There’s a joke about creation you’ll hear me tell entirely too many times. A researcher goes to God to tell God we don’t need God anymore. We can make our own people. God says, that’s very interesting, show me. So she picks up a handful of dirt to blow life into it, like God did at first in Genesis, and God says, “nuh uh uh—you get your own dirt.” Every speck of dirt belongs to God, we can’t make our own world. All we can do is move stuff around in God’s world. In the third plague, scripture says every speck of dust in Egypt became a gnat. No dust left, just bugs. Creation run amok. One of you pointed out Tuesday one gnat is enough to make you crazy, let alone a land full of them. But the dust is significant. You and I are made of dust. Adam’s name is from Adamah, dirt. We’ll return to dust. The time in between being dust and being dust is very short indeed. As a pastor, I have to tell you how strange this is: when folks come up here and we make the sign of the cross on their forehead and tell them, “Remember you are dust, and to dust you will return,” they smile at us. I just told you you’re dirt! It’s good news to hear you’re mortal.
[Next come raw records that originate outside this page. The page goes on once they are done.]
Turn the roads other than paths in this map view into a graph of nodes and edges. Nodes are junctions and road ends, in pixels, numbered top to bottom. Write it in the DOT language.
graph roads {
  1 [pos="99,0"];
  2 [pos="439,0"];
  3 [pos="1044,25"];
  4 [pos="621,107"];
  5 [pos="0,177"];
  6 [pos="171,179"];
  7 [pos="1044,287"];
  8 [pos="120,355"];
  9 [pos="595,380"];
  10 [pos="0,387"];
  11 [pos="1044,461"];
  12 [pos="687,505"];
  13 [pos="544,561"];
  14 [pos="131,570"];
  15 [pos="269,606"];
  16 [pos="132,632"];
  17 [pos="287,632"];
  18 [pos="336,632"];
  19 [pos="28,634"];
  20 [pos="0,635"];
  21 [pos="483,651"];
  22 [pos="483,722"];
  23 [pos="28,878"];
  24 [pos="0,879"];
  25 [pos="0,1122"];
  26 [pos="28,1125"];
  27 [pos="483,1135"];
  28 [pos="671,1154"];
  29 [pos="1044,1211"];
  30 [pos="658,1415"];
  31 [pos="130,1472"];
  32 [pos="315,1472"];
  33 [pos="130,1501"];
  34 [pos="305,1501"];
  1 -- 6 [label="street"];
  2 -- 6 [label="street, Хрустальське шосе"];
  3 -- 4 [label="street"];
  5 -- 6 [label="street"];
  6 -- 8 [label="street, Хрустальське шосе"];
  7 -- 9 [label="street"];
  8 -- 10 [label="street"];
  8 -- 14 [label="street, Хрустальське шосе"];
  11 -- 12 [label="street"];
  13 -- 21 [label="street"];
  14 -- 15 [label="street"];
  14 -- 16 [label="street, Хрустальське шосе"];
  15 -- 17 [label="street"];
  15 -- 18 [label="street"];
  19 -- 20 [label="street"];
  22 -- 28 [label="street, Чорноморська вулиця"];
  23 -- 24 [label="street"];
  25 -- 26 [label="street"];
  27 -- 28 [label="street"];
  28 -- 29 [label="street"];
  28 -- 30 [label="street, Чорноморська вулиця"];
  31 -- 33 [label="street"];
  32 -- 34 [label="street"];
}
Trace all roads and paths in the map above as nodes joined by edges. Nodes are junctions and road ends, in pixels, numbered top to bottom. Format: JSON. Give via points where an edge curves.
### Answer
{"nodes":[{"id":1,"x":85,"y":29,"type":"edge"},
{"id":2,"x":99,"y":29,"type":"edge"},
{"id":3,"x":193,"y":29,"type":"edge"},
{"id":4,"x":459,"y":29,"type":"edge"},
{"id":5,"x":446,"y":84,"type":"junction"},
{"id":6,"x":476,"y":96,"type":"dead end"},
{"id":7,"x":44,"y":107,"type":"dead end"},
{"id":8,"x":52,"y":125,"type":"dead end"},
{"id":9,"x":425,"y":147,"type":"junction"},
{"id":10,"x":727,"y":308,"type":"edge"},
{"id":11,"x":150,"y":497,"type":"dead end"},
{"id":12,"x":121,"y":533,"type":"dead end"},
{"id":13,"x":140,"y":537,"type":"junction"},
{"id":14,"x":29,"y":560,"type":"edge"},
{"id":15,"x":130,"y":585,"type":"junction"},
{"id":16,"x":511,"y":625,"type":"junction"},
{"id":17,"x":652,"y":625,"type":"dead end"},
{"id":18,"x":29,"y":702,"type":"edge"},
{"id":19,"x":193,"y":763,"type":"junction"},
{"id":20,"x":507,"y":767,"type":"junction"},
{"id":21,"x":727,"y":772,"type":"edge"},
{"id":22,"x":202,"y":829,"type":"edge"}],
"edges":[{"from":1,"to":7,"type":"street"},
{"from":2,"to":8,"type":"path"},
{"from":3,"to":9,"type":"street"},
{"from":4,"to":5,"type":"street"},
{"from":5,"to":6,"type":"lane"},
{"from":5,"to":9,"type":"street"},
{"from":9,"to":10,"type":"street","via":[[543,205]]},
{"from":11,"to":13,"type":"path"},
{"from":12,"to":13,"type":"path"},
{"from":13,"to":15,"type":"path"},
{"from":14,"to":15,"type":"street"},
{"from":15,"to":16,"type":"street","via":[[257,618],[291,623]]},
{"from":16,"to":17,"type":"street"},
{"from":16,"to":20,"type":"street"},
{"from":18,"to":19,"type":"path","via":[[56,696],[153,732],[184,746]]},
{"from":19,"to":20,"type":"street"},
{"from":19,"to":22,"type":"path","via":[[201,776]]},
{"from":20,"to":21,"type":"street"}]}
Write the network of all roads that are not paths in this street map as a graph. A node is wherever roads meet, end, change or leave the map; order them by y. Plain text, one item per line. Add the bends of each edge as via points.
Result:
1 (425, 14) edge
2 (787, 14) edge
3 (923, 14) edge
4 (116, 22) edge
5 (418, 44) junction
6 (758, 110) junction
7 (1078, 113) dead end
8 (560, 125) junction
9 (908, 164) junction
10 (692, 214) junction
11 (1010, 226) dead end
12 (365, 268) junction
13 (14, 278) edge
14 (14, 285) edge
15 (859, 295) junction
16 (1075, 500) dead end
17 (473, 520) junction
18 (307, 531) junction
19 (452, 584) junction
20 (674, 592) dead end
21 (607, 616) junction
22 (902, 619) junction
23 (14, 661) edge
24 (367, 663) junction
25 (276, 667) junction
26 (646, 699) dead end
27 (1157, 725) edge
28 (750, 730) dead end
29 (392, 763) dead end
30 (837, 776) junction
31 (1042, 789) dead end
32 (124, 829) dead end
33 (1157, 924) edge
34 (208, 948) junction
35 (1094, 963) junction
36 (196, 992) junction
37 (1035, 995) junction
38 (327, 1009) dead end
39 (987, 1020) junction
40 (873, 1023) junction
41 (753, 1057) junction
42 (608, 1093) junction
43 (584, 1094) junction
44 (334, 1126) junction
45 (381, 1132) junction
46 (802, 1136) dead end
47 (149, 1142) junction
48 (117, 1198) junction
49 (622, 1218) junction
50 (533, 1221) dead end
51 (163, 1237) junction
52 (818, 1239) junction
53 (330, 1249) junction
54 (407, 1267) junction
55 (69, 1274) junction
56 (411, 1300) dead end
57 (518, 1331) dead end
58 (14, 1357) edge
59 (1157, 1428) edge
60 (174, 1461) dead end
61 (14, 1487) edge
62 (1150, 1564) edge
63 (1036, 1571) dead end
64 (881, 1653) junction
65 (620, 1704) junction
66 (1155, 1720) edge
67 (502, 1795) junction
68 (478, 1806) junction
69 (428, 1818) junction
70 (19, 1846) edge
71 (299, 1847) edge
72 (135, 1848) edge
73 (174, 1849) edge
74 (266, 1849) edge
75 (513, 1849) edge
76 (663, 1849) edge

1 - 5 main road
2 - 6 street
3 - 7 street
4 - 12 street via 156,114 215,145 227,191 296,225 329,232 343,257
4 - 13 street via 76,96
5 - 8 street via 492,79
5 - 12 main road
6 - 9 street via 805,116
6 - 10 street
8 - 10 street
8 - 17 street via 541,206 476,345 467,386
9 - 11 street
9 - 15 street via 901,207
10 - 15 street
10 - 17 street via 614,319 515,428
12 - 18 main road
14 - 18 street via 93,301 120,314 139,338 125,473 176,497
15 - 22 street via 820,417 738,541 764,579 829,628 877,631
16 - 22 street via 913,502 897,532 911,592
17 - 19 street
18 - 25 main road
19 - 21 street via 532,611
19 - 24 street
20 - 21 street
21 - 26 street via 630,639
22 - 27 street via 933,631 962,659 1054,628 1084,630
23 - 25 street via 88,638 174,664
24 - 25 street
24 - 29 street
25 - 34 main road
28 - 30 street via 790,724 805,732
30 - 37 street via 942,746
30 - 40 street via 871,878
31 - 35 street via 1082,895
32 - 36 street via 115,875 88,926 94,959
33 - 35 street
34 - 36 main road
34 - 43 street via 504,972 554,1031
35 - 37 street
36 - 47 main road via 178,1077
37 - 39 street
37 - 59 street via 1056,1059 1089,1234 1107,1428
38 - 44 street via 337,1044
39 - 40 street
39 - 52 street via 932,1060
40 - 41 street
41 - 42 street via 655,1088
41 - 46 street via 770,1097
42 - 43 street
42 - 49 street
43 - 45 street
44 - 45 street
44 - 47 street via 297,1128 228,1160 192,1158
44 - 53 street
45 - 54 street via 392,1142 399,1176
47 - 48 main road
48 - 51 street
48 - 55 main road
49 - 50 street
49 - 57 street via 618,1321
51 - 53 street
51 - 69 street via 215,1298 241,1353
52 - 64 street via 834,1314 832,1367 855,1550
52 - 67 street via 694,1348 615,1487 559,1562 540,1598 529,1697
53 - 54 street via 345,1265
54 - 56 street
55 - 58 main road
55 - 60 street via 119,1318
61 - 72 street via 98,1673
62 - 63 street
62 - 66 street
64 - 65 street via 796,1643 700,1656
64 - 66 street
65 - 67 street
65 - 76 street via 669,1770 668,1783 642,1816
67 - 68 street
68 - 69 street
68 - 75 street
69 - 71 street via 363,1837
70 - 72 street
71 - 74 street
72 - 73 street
This sermon started out being about plagues, but it ended up being about creation. The plagues are de-creation, God undoing its underpinnings and creation falling apart as a result. Best choose sides with God—with the oppressed, and as you sow, so also shall you reap. But maybe it’s best to end with a gentle creation story. In BC I was very involved with an organization called A Rocha, which means “the Rock” in Portuguese, a Christian environmental group. They got on the world map when a college intern pulled up a bucket of river water one day and discovered a fish thought extinct in that watershed: that put them in the conservationist big leagues. That intern had heard God say in prayer she’d see something amazing that day. They also got noticed when the great Margaret Atwood, the grand damme of Canadian letters, pointed them out and said ‘I write novels on end of the world apocalyptic groups. Here’s an end of the world apocalyptic group in real life.’ Atwood wishes all churches would be like A Rocha, caring for forgotten fish and growing crops to sell at CSA’s and loving groups of schoolkids that otherwise never get outdoors. One scientific thing A Rocha does is monitor the salmon spawn in the Little Campbell River nearby. When I visited they had NASA-type cameras pointed at this little tributary. I asked how many fish they’d seen so far. Four, they said. Four? That’s barely a meal. Oh, they said thousands more are coming. So many you can’t count (or you can’t without the cameras). A plague of salmon—so many you can’t see the water anymore. Swimming the wrong way at the end of life to make more life. So many local Indigenous peoples count on them. Grocery stores depend on them. We just tidy up the river so they can live their best. And count each fish as precious. A plague of salmon almost. Only here nature is working right, not run amok, not stinking or ruining the land, but a sign of God’s faithfulness and abundance.

Y’all the plagues are about a good God who loves creation. But especially loves people, at the heart of creation. And God won’t tolerate people being oppressed. God also loves a good story. A good joke. A good plate of fish. And bringing every sort of tyranny to an end. Amen.